* **Task directions**
In the listing below, how many lines contain "lane"? Answer with the number alone.
(Beginning of The data)
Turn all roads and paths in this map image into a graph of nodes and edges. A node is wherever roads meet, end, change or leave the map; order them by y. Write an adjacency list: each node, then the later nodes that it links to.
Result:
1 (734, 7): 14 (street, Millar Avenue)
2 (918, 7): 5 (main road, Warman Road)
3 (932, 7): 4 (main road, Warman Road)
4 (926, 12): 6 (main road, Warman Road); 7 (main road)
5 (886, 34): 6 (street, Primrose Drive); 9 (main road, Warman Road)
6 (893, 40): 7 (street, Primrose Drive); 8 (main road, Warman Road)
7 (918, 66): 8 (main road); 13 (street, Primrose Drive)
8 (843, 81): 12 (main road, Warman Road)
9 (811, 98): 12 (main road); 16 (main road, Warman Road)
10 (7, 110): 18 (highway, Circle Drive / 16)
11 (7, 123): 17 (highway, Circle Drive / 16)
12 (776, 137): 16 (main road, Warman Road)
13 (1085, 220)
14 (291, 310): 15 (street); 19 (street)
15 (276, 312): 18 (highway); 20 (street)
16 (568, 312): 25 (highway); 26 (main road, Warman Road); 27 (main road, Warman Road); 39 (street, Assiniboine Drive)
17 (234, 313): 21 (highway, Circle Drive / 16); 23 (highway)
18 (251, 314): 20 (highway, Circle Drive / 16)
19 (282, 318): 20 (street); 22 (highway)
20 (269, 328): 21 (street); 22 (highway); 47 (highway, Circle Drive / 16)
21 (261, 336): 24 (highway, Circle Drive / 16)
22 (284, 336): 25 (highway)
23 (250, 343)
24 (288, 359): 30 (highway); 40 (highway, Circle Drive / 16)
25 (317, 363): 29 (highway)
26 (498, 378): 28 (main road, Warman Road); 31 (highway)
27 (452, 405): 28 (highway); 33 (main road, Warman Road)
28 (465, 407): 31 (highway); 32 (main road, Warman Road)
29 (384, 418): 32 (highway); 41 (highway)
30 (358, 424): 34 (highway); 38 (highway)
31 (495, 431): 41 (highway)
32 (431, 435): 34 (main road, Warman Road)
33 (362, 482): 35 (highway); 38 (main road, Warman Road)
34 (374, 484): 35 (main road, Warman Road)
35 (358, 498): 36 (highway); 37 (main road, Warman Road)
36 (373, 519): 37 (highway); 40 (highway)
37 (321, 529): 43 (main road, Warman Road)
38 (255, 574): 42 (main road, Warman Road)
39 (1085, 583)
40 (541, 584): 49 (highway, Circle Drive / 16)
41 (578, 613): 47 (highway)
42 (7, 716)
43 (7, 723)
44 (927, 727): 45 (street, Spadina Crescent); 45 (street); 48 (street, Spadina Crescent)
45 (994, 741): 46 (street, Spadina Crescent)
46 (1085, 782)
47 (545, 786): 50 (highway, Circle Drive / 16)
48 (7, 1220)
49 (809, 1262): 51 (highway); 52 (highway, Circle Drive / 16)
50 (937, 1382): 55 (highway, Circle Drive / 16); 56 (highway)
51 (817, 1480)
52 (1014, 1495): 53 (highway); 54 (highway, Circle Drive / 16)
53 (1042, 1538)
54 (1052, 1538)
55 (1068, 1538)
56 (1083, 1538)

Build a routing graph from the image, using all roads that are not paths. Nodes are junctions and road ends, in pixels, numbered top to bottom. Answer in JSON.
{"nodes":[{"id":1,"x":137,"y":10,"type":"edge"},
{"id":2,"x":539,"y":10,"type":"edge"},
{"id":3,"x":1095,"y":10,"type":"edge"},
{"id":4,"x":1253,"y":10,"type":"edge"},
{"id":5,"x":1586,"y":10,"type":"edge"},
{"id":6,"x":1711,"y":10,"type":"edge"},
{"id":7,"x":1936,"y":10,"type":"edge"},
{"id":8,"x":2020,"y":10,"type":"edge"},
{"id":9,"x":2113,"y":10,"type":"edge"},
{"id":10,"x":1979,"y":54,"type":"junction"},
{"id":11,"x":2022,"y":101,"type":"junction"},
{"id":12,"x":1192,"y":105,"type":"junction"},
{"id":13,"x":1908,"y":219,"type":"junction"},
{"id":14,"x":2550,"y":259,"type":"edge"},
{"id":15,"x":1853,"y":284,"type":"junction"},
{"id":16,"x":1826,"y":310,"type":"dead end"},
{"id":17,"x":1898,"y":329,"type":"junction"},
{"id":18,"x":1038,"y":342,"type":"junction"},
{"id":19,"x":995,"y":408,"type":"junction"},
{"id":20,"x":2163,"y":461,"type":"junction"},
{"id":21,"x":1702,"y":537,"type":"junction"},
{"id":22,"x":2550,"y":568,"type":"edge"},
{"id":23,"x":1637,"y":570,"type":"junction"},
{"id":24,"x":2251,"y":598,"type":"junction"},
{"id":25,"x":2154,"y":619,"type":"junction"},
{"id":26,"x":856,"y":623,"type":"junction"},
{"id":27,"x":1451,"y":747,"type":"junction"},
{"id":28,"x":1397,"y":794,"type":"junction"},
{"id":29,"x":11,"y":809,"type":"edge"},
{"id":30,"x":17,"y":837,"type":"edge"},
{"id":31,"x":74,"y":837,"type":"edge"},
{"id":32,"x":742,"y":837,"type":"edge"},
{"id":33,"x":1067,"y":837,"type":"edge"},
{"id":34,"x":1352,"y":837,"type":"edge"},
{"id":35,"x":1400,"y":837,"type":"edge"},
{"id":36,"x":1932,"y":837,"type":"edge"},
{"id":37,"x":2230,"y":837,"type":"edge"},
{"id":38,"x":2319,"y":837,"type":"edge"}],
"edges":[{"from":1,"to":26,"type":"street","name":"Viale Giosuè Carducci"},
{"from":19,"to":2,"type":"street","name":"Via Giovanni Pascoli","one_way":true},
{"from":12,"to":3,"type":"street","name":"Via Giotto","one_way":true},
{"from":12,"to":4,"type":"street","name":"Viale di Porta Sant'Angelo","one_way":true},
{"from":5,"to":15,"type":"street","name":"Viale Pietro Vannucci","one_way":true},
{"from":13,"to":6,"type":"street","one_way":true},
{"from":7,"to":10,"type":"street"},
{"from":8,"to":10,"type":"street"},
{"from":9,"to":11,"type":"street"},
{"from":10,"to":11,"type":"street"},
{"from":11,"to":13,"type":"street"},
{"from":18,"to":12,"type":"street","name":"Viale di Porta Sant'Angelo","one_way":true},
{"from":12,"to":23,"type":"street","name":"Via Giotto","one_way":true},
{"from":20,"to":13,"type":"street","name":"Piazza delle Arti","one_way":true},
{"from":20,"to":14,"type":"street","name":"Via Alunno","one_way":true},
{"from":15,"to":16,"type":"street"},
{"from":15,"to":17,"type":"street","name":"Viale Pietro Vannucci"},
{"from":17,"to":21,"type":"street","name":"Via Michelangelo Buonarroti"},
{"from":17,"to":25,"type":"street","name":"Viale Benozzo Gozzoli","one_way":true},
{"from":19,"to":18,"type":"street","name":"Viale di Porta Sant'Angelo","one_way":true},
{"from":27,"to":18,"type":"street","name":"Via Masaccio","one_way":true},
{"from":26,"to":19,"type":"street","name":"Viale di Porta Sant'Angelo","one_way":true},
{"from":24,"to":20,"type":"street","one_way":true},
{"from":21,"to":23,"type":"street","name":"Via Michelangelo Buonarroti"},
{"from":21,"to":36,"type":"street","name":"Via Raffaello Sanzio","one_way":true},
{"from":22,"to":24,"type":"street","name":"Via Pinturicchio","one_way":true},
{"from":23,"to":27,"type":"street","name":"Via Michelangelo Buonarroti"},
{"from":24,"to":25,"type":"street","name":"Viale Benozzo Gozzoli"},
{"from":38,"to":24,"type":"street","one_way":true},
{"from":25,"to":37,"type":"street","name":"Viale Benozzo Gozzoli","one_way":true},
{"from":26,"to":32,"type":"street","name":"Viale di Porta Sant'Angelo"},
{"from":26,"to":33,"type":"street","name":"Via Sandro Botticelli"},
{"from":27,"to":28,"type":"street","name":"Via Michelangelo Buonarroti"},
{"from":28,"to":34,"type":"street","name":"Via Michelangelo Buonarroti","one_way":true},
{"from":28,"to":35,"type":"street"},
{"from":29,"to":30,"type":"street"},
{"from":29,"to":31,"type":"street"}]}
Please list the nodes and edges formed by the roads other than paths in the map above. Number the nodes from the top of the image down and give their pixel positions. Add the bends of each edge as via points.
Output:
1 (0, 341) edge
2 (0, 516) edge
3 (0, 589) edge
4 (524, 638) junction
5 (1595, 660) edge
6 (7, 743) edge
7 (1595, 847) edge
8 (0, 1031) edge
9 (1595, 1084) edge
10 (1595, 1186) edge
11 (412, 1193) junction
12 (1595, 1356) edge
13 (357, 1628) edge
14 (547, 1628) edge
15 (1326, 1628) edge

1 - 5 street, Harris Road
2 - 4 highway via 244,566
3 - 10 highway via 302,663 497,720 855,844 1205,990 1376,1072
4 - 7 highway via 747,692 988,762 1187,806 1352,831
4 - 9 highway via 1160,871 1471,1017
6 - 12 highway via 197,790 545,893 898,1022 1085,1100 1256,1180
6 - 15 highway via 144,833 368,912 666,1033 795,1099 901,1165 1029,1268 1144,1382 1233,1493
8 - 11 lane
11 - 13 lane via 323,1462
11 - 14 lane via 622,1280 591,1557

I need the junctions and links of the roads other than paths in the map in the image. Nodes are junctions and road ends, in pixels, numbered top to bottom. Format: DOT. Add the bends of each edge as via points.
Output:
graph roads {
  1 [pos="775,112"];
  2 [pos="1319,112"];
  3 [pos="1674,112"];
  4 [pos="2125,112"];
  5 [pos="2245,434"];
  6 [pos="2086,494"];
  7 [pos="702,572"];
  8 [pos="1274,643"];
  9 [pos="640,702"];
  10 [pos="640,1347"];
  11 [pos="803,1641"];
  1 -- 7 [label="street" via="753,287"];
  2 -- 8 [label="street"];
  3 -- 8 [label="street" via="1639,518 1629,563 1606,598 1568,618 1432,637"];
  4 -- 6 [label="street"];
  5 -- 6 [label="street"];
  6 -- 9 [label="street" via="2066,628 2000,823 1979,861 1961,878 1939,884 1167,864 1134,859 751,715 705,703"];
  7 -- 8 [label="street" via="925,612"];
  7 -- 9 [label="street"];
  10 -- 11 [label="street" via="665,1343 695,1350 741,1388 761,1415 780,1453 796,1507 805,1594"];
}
(End of The data)
* **Solution for this exercise**
3